This post will demonstrate how you can deploy a Machine Learning model on a Serverless API (AWS Lambda), using ECR with Docker as runtime.
This is a companion article to the online workshop I conducted for DataTalks.Club.
The repository for the workshop can be found here: https://github.com/sejalv/serverless-ml-workshop
Background
Deploying machine learning models into production can sometimes be a stumbling block for Data Science teams. A common mode of deployment is to find somewhere to host your models and expose them via APIs. In practice, this can make it easy for your end users to integrate your model outputs directly into their applications and business processes.

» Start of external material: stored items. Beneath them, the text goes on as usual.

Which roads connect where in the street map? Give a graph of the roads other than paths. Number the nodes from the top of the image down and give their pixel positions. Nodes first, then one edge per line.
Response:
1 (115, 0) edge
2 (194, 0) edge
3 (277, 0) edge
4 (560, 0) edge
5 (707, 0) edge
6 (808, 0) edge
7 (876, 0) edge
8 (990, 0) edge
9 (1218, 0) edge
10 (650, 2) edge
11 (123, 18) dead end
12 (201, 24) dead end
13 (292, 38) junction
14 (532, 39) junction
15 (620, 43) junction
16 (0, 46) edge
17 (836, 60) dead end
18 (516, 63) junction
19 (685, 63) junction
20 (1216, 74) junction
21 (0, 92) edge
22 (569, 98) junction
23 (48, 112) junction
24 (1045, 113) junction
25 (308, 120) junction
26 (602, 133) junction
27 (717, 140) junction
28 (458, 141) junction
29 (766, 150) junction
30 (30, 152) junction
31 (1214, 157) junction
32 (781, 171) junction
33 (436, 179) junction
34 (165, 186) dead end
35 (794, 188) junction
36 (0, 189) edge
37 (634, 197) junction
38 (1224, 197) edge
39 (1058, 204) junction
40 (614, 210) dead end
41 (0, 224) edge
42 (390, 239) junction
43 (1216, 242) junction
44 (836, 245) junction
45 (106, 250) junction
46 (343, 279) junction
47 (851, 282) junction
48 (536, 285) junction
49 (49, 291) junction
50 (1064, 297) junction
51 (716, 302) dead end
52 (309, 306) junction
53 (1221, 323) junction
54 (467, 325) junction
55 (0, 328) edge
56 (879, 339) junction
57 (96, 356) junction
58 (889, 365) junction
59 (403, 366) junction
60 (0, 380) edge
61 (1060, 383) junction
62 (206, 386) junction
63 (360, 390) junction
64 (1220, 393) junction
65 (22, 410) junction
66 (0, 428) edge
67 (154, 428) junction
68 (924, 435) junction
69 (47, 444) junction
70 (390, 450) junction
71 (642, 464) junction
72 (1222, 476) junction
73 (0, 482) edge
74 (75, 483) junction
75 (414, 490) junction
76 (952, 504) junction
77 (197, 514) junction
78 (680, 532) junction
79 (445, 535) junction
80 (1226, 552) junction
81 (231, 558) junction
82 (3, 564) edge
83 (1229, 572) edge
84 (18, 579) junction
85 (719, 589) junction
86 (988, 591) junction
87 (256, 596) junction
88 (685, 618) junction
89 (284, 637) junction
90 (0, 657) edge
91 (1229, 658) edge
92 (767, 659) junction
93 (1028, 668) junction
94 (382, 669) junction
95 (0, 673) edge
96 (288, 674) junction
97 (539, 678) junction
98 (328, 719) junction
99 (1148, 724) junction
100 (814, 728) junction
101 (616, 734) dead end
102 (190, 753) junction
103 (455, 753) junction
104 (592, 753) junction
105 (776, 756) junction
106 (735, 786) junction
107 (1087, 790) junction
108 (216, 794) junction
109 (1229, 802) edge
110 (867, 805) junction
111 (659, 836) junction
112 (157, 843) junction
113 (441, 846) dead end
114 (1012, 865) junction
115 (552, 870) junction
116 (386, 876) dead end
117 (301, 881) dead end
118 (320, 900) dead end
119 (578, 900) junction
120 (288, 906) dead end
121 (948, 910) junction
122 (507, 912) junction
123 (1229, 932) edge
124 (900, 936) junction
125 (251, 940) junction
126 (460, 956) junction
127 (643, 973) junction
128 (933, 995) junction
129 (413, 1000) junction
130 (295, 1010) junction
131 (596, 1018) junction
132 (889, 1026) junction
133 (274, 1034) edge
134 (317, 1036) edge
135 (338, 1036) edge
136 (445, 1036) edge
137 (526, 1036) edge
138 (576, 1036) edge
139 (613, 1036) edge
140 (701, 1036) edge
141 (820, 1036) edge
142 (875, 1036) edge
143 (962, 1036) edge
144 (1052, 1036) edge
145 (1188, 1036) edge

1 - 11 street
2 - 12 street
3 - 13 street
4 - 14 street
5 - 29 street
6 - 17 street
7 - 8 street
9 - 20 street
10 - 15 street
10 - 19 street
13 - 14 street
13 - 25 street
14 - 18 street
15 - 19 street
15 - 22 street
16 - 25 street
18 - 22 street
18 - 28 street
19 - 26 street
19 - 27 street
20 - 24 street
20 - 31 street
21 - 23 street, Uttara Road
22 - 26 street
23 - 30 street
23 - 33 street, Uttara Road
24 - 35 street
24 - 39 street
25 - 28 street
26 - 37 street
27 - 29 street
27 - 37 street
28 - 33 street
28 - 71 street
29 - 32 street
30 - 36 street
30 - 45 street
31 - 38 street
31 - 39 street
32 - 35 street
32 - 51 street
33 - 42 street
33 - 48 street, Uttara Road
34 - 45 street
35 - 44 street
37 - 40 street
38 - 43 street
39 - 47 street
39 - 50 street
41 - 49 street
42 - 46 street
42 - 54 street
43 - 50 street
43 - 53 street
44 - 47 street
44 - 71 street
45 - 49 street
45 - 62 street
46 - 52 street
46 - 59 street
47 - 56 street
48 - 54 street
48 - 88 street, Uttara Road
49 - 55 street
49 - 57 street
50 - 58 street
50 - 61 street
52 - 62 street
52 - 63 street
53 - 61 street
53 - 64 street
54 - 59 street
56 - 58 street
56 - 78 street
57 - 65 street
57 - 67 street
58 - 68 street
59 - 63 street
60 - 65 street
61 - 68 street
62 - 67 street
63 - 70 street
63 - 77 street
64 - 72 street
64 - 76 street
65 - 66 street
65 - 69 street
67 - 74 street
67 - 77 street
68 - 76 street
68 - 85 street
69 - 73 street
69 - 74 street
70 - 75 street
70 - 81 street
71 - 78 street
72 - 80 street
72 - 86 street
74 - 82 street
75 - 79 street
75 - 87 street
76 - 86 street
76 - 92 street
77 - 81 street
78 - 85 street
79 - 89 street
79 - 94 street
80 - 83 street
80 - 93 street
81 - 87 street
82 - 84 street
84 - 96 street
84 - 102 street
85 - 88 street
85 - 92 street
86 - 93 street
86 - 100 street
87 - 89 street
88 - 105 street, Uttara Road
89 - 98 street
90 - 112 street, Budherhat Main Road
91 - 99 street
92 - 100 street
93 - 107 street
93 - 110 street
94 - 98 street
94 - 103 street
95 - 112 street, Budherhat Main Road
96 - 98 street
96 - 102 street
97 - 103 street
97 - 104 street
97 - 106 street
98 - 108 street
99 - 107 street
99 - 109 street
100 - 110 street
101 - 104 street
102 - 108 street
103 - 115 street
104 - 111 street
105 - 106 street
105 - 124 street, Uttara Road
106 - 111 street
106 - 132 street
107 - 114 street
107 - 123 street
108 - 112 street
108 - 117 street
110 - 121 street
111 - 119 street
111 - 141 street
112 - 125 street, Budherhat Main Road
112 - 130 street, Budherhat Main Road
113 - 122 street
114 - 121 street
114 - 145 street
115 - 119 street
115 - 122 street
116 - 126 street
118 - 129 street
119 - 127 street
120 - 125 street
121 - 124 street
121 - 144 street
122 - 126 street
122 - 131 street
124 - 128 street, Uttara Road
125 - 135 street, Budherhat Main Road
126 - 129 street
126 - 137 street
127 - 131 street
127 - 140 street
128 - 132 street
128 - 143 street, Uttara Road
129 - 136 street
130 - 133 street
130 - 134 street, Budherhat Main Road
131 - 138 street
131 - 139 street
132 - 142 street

Moreover, Serverless Computing has gone long way towards abstracting away the complexity of deploying applications into production environments by largely doing away with the need to manually configure servers, load balancers, containers etc. Provision of such auto-scaling and fault-tolerant functionalities, is what can act as a leverage for Data Scientists for simple model deployments, without any operational overhead.
New features in AWS
As of 01.12.2020, re:Invent announced that AWS Lambda can now support up to 10 GB of memory and 6 vCPU cores. This means:
- Container tooling for workflows:
- You can now package and deploy Lambda functions as container images (Docker/OCI) of up to 10 GB in size and push those images to AWS ECR.
- Images:
- Provision of base images for all the supported Lambda runtimes (Python, Node.js, Java, .NET, Go, Ruby) to easily add your code and dependencies
- Extendible base images for custom runtimes based on Amazon Linux to include runtime implementing the Lambda Runtime API
- Deployment of your own arbitrary base images to Lambda, for example- images based on Alpine or Debian Linux.
- Computation:
- Proportional to memory, increased CPU power to 6vCPUs
- Easily build and deploy compute-intensive workloads that rely on sizeable dependencies, such as use-cases in machine learning or high performance computing to perform faster
Many more updates related to AWS Lambda and other resources are available on the AWS blog or on re:Invent pages.

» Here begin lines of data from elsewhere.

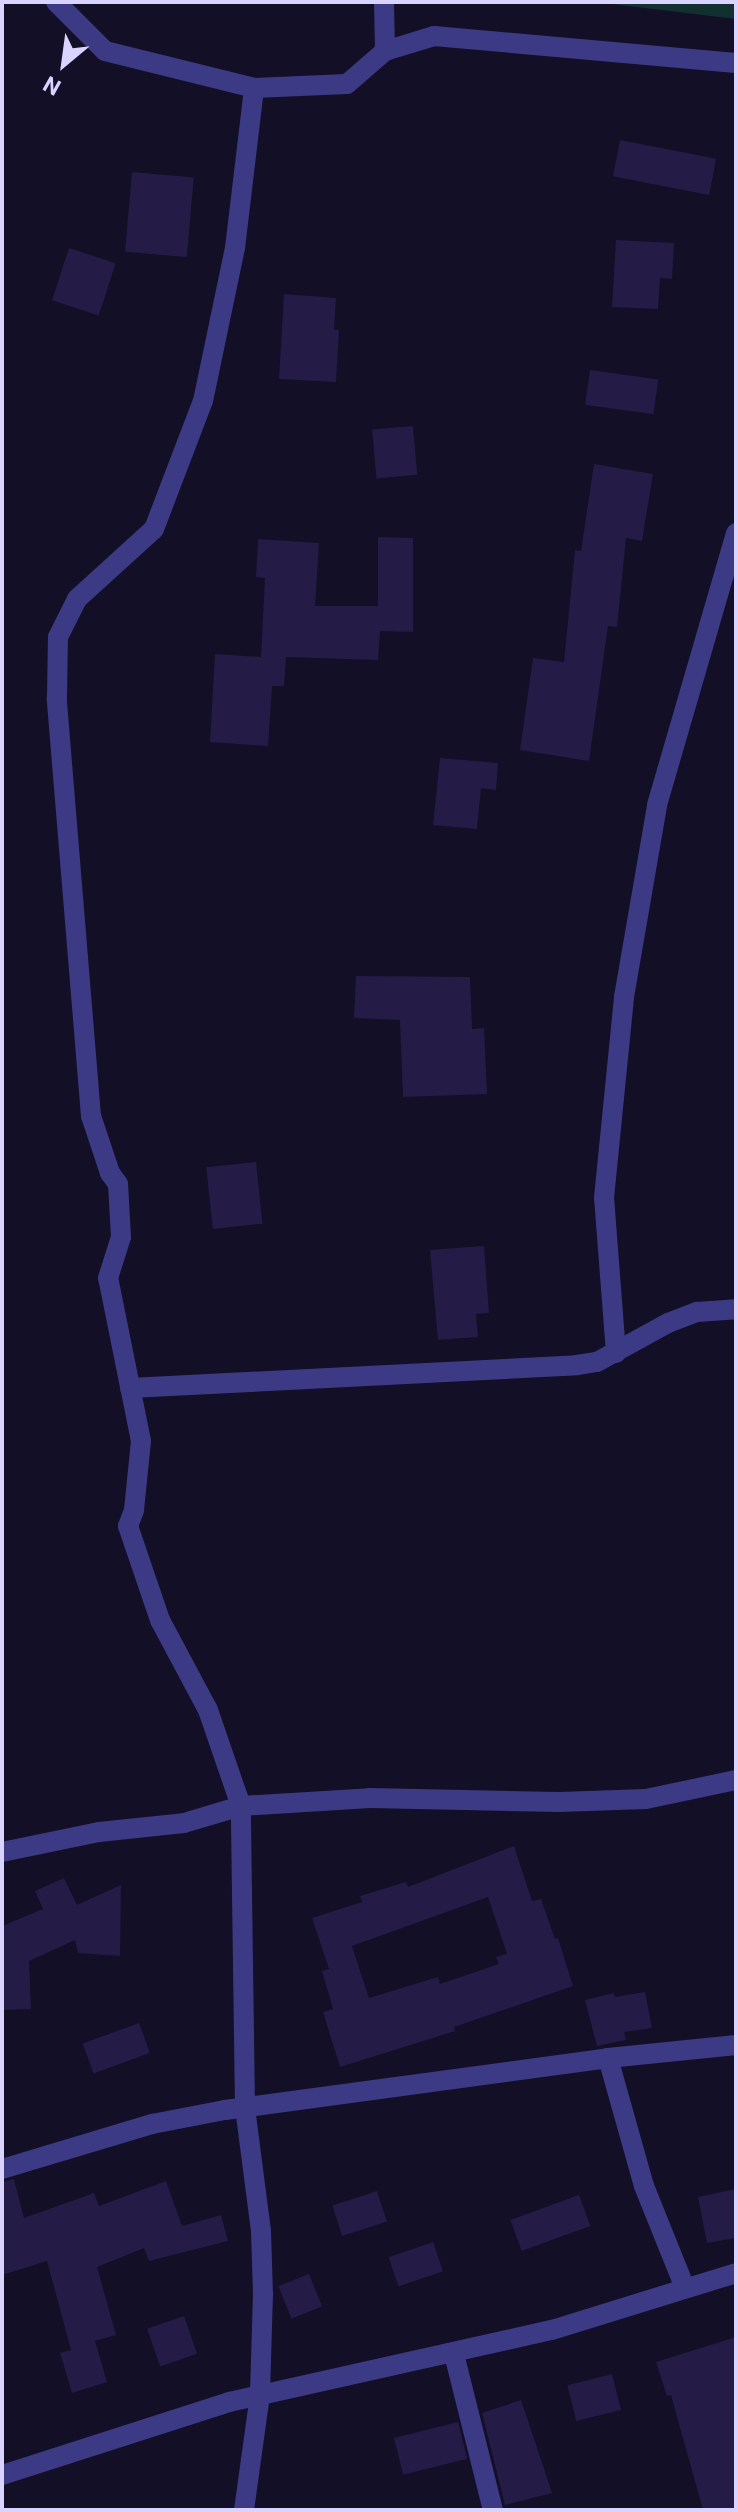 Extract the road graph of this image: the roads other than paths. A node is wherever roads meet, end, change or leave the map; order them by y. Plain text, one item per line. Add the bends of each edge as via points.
1 (56, 2) edge
2 (384, 2) edge
3 (385, 51) junction
4 (736, 63) edge
5 (254, 88) junction
6 (736, 533) edge
7 (736, 1309) edge
8 (616, 1353) junction
9 (130, 1388) junction
10 (736, 1780) edge
11 (241, 1806) junction
12 (2, 1852) edge
13 (736, 2045) edge
14 (608, 2058) junction
15 (245, 2108) junction
16 (2, 2169) edge
17 (736, 2273) edge
18 (685, 2288) junction
19 (454, 2354) junction
20 (260, 2394) junction
21 (2, 2475) edge
22 (244, 2510) edge
23 (493, 2510) edge

1 - 5 street via 105,51
2 - 3 street
3 - 4 street via 434,36
3 - 5 street via 347,84
5 - 9 street via 235,248 203,401 154,529 77,599 58,637 57,698 91,1116 118,1184 121,1237 108,1278
6 - 8 street via 657,805 624,997 604,1198
7 - 8 street via 697,1312
8 - 9 street via 577,1365 475,1373
9 - 11 street via 141,1441 128,1526 160,1620 208,1710
10 - 11 street via 646,1799 370,1798
11 - 12 street via 184,1823 99,1832
11 - 15 street
13 - 14 street
14 - 15 street
14 - 18 street via 644,2186
15 - 16 street via 152,2124
15 - 20 street via 261,2231
17 - 18 street
18 - 19 street
19 - 20 street
19 - 23 street
20 - 21 street
20 - 22 street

Benefits of new updates in AWS Lambda
- We can build larger and faster runtimes with 10GB memory (than the previous 250 MB limit), to serve heavier processes on AWS Lambda, such as ML models using libraries such as pandas, scikit-learn, and PyTorch.
- We can now build and deploy the AWS Lambda function with a docker container as runtime using Amazon ECR, instead of the custom packaging with .zip files, and also overcome the limitations of Lambda Layers. All the libraries and the weights of the model can now be packaged and published to a docker registry or an ECR registry.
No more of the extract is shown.